GOSH started kidney dialysis straight away and they didn't know at this stage the extent of the damage and how long we would be there.
He was in intensive care for a couple of weeks. He's been a fighter all the way through. He tried to come off the ventilator within a few days; he managed a few hours and then had to be re-intubated, but even that gave us so much hope for our little boy. He went to the renal ward when he was stable enough for another week or so, where he continued to have dialysis. He responded very quickly.
The support of the staff at the JR Hospital and GOSH was key in helping Lee and I through each day, along with Ben's doctor and health visitor, and our family and friends.
When Ben woke up he had lost a lot of weight and he couldn't talk, sit up, stand or walk, but as the weeks went by he gradually built his strength up and is now doing really well.
We went back to the JR Hospital for a week of rehabilitation which did Ben the world of good. But at this point Lee and I started to panic about the next steps; that's when Tina from the Foundation stepped in and gave us so much support and reassurance. Coming home was the biggest challenge - going from 24 hour care to an empty house was a horrible feeling, but it got easier as the weeks passed.

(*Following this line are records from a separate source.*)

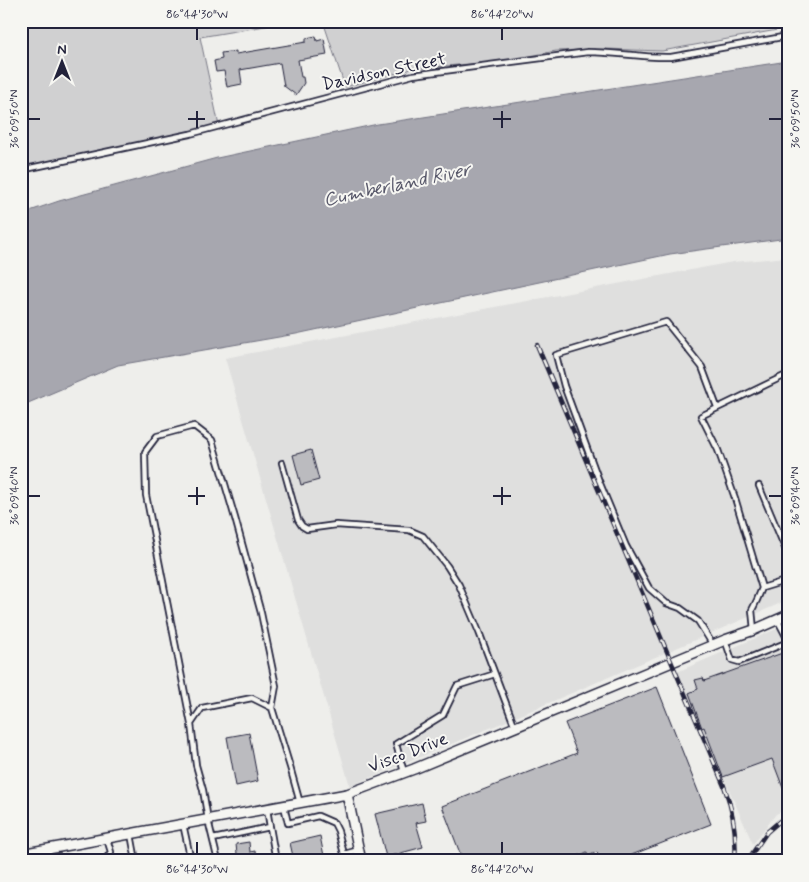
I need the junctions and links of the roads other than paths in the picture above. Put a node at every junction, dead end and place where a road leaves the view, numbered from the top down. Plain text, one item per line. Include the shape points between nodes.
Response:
1 (788, 36) edge
2 (21, 170) edge
3 (788, 374) edge
4 (717, 408) junction
5 (282, 463) dead end
6 (759, 486) dead end
7 (788, 555) edge
8 (788, 580) edge
9 (762, 588) junction
10 (788, 615) edge
11 (777, 619) junction
12 (754, 630) junction
13 (725, 640) junction
14 (788, 641) edge
15 (713, 645) junction
16 (495, 674) junction
17 (272, 708) junction
18 (191, 724) junction
19 (515, 727) junction
20 (404, 772) junction
21 (347, 794) junction
22 (300, 803) junction
23 (284, 806) junction
24 (267, 809) junction
25 (208, 820) junction
26 (183, 824) junction
27 (270, 827) junction
28 (131, 834) junction
29 (107, 838) junction
30 (213, 839) junction
31 (42, 850) junction
32 (359, 850) junction
33 (21, 854) edge
34 (109, 855) junction
35 (49, 861) edge
36 (100, 861) edge
37 (110, 861) edge
38 (136, 861) edge
39 (191, 861) edge
40 (218, 861) edge
41 (276, 861) edge
42 (361, 861) edge

1 - 2 lane, Davidson Street via 670,57 588,52 413,75 190,134
3 - 4 lane
4 - 9 lane via 700,416 718,450
4 - 15 lane via 702,367 666,322 556,355 564,386 626,546 649,588 666,603 680,608 698,621
5 - 16 lane via 298,520 307,529 363,527 409,530 423,536 459,584
6 - 7 lane
8 - 9 lane
9 - 12 lane via 752,610
10 - 11 street, Visco Drive
11 - 12 street, Visco Drive
11 - 14 lane
12 - 13 street, Visco Drive
13 - 14 lane via 732,660 739,662
13 - 15 street, Visco Drive
15 - 19 street, Visco Drive
16 - 19 lane
16 - 20 lane via 457,686 443,714 396,744
17 - 18 lane via 252,698 202,708
17 - 18 lane via 276,686 238,527 212,440 194,426 157,436 145,452 146,495
17 - 22 lane
18 - 25 lane
19 - 20 street, Visco Drive
20 - 21 street, Visco Drive
21 - 22 street, Visco Drive
21 - 32 street
22 - 23 street, Visco Drive
23 - 24 street, Visco Drive
23 - 32 lane via 288,823 318,816 334,823 344,854
24 - 25 street, Visco Drive
24 - 27 lane
25 - 26 street, Visco Drive
25 - 30 lane
26 - 28 street, Visco Drive
26 - 39 lane
27 - 30 lane
27 - 41 lane
28 - 29 street, Visco Drive
28 - 38 lane
29 - 31 street, Visco Drive
29 - 34 lane
30 - 40 lane
31 - 33 street, Visco Drive
31 - 35 lane
32 - 42 street
34 - 36 lane
34 - 37 lane

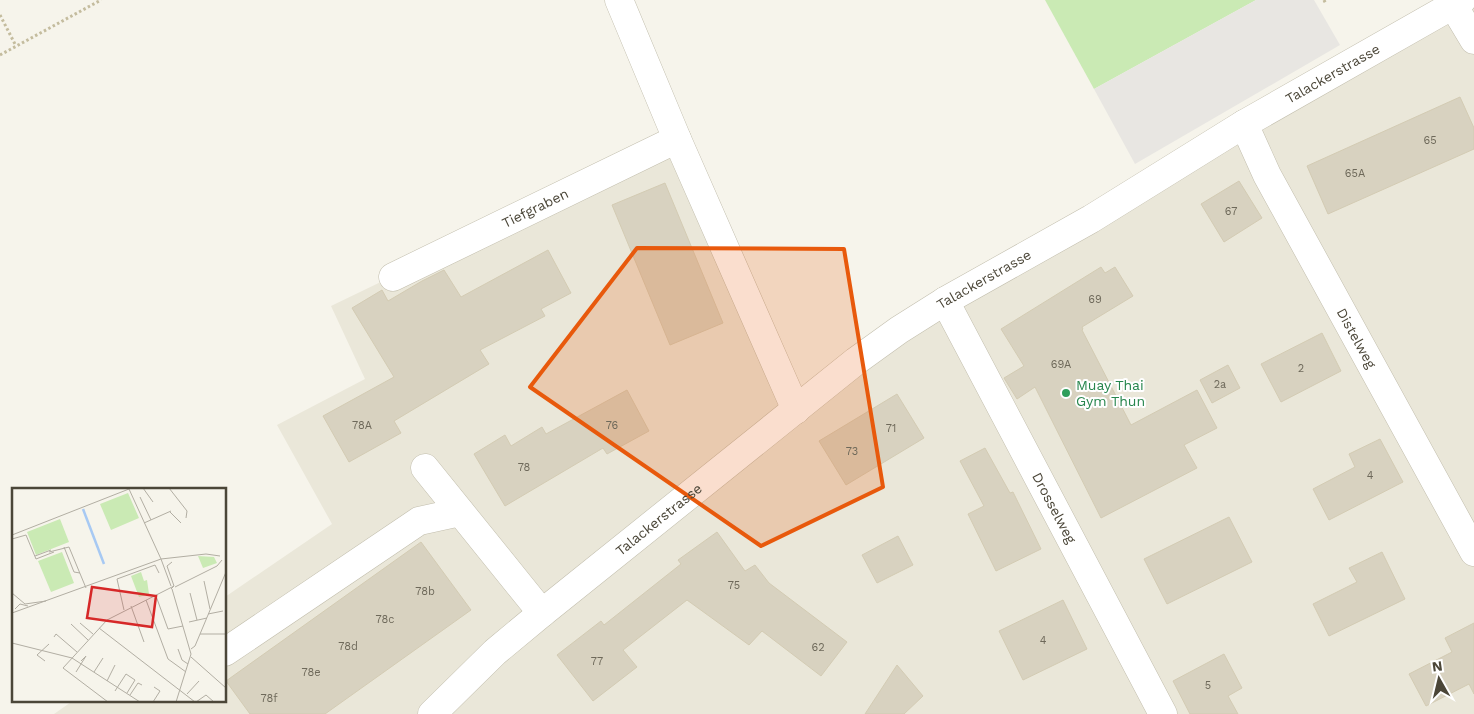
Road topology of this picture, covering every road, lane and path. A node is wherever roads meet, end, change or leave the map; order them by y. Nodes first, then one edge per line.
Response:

Ben has had weekly physio to help with his walking and rebuilding of his tummy muscles and left-sided weakness. He's also seen a speech therapist, had another MRI scan, eye test, seen a neuro-psychologist and a community paediatrician, but all in all the future is starting to look brighter.
A few weeks on and Ben is still having some bad days where he sleeps a lot of the day and holds his head and ear a lot. Some days he also falls down a lot which really upsets him, and large crowds of people and a lot of noise can bother him. He's going back to his childminder for a few hours a week and we will gradually increase over the next few months, but we're going to take it slowly.
Now the acute phase is over, Lee and I are very quickly starting to crumble. The enormity of the whole thing is starting to hit us. Now we've all got to rebuild our energy and start working towards the next phase.
I feel deeply grateful that my wonderful Christmas Day baby has been given another chance. We just now need to make sure we enjoy every second of it.